Assignment:
Scan the data. Collect each line that contains the word "Megyeri".

(Dataset entries)
=== Begin Enclosure ===

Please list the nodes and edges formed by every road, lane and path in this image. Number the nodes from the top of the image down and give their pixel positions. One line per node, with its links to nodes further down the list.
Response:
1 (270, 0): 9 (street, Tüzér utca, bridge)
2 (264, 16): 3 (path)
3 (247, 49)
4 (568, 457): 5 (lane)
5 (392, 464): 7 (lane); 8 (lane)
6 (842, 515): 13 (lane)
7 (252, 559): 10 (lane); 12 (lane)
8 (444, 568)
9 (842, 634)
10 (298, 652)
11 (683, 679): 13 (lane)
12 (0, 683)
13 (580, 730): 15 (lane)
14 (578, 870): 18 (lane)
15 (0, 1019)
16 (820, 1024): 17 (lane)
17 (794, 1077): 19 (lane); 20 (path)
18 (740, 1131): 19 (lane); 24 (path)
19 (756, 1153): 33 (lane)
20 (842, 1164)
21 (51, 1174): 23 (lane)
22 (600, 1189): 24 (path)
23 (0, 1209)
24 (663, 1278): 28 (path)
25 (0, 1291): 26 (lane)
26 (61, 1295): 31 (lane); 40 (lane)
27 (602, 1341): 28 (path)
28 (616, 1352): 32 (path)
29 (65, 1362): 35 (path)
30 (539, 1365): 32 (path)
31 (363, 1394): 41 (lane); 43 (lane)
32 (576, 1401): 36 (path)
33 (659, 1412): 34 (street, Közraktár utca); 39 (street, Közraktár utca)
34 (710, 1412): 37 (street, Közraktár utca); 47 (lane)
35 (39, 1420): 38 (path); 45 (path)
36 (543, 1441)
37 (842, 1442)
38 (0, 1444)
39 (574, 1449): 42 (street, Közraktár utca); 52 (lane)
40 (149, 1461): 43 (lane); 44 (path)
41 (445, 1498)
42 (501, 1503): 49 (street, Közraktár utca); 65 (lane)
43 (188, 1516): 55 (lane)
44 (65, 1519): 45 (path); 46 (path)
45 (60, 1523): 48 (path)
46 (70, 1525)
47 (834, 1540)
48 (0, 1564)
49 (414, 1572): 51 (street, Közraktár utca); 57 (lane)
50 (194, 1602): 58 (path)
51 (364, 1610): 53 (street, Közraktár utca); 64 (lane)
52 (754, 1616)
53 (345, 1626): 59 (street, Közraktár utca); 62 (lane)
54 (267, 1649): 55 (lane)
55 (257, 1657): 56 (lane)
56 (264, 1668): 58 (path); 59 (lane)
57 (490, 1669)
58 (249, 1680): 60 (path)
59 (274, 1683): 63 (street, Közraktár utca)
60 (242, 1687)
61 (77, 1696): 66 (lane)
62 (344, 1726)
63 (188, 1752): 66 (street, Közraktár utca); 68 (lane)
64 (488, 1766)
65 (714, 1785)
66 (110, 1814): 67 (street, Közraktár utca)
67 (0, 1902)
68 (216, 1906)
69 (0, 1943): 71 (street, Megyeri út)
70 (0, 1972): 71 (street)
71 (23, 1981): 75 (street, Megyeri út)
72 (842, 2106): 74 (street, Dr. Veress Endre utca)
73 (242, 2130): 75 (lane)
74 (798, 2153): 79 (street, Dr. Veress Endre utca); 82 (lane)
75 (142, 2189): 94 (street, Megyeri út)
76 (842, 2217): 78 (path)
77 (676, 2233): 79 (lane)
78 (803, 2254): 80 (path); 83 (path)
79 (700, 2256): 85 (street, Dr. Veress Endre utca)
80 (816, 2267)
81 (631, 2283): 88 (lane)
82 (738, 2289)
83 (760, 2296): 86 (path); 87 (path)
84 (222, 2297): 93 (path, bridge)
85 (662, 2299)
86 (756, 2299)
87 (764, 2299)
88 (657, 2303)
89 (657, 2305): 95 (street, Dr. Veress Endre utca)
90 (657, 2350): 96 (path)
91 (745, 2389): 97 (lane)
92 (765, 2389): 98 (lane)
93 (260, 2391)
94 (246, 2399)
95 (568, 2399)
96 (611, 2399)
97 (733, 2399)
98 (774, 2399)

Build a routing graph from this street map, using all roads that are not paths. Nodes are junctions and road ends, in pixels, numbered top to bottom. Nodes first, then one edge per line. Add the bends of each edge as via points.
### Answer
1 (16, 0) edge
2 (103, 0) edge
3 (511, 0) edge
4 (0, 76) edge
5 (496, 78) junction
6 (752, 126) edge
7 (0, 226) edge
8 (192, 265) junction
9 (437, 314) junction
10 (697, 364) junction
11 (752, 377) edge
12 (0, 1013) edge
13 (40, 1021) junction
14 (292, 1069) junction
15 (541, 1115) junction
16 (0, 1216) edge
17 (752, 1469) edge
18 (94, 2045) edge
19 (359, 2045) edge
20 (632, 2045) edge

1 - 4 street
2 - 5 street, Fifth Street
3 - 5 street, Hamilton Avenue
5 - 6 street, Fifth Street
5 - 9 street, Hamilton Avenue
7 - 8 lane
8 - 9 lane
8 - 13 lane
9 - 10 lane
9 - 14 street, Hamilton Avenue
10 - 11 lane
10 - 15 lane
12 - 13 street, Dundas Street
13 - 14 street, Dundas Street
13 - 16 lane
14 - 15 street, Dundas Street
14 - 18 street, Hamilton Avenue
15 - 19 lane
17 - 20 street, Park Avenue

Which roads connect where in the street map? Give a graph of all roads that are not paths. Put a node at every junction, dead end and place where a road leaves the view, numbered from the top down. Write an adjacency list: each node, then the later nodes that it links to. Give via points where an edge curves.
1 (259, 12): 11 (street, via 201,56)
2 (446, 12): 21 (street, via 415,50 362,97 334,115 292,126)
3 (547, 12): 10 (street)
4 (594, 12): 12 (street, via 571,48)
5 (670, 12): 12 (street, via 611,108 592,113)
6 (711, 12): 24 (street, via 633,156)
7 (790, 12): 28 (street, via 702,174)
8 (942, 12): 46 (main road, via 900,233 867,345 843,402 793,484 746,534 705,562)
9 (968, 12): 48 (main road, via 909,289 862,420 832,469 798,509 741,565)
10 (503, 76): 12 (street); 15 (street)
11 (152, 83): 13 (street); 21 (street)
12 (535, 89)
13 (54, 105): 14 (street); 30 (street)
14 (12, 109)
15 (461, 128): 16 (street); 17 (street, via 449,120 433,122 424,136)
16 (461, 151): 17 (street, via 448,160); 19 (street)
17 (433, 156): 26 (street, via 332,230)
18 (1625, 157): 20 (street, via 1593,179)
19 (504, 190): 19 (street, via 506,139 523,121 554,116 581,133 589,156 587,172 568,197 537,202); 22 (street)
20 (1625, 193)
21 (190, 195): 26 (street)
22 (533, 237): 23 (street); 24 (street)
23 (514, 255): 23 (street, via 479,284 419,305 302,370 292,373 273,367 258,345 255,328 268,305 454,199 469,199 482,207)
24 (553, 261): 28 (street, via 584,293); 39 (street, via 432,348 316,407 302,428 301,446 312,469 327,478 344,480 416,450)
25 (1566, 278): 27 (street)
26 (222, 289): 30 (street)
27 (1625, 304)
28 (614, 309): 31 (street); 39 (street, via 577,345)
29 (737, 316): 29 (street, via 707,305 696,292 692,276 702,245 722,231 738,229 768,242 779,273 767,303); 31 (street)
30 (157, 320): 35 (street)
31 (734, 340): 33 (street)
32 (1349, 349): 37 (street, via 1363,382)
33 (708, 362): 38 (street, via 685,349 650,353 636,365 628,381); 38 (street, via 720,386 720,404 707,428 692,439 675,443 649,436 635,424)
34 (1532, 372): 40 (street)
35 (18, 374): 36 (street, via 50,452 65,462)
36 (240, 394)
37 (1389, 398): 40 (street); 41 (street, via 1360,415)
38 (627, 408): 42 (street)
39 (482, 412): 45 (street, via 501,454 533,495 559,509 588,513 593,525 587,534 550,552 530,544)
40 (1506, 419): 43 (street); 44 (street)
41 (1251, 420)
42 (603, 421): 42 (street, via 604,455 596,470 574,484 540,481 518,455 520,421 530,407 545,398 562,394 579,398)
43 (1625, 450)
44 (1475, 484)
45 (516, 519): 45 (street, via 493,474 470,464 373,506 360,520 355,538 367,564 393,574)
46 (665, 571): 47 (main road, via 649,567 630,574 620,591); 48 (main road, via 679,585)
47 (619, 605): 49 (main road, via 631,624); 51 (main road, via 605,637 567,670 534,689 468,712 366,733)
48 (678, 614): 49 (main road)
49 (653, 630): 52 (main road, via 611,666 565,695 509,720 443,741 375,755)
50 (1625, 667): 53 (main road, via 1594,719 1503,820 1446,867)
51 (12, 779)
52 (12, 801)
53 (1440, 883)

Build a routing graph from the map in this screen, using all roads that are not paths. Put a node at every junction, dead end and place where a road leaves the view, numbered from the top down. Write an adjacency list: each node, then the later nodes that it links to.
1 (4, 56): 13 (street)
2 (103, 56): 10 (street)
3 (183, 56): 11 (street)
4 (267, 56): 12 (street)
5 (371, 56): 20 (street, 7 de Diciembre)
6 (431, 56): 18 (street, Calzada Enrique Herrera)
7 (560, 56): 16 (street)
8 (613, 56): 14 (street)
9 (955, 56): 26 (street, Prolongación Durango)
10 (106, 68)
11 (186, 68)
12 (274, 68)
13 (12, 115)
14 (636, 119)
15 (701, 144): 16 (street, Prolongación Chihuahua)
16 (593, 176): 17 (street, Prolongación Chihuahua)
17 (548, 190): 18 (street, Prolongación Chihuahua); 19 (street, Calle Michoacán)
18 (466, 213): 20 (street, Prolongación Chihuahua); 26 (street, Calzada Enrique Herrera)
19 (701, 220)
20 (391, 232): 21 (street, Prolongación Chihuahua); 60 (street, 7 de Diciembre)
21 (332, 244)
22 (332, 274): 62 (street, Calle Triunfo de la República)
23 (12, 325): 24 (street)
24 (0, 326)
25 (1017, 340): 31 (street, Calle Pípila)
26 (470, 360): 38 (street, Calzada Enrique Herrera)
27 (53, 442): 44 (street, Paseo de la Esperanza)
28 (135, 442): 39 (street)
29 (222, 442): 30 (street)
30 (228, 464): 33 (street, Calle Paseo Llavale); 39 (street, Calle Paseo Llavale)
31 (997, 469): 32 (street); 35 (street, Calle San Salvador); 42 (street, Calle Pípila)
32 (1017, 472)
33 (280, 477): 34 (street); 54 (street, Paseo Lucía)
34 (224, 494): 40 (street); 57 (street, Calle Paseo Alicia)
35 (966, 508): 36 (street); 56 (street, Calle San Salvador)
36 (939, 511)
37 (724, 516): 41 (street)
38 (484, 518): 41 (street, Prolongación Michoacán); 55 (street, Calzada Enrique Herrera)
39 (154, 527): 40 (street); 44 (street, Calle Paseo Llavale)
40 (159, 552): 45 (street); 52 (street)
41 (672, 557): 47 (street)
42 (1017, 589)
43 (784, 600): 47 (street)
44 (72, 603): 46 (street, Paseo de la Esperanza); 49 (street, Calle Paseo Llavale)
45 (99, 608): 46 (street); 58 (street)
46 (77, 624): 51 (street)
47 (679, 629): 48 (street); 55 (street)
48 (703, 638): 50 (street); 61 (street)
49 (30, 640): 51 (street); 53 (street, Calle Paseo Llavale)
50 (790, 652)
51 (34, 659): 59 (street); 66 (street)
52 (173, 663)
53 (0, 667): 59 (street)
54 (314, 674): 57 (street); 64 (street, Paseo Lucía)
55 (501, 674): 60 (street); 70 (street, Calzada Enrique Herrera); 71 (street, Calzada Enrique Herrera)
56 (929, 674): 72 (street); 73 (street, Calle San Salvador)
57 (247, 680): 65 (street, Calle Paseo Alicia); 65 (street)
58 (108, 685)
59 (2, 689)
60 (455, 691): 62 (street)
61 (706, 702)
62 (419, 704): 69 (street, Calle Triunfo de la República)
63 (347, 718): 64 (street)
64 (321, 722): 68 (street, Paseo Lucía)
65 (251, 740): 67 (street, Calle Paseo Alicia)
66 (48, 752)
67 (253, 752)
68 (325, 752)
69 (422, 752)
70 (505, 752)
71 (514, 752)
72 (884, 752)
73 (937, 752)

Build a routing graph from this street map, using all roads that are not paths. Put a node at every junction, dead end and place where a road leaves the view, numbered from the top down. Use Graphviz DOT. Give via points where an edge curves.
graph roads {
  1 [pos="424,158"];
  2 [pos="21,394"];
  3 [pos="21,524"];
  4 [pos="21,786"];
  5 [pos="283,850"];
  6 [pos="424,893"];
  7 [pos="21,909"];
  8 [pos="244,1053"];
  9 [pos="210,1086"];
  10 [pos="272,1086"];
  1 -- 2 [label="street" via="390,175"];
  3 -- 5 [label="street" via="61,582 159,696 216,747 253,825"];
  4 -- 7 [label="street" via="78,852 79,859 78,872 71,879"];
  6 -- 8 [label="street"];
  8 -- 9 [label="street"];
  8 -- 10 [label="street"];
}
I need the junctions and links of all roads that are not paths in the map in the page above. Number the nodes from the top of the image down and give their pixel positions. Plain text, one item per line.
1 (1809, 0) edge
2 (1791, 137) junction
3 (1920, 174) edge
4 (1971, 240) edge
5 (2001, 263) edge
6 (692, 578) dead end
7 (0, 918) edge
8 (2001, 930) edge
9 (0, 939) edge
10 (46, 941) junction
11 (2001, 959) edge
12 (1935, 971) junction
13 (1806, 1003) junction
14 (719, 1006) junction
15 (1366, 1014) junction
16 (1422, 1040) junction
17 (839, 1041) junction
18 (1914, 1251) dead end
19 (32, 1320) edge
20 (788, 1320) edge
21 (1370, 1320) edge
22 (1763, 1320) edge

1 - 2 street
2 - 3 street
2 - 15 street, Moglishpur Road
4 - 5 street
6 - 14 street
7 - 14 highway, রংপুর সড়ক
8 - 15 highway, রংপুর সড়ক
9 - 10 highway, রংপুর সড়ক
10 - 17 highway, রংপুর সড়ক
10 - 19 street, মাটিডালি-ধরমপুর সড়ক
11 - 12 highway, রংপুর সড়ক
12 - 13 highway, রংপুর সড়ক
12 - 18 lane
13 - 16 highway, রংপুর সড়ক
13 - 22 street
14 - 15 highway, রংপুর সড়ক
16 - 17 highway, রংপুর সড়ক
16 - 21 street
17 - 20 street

=== End Enclosure ===

Reply:
69 (0, 1943): 71 (street, Megyeri út)
71 (23, 1981): 75 (street, Megyeri út)
75 (142, 2189): 94 (street, Megyeri út)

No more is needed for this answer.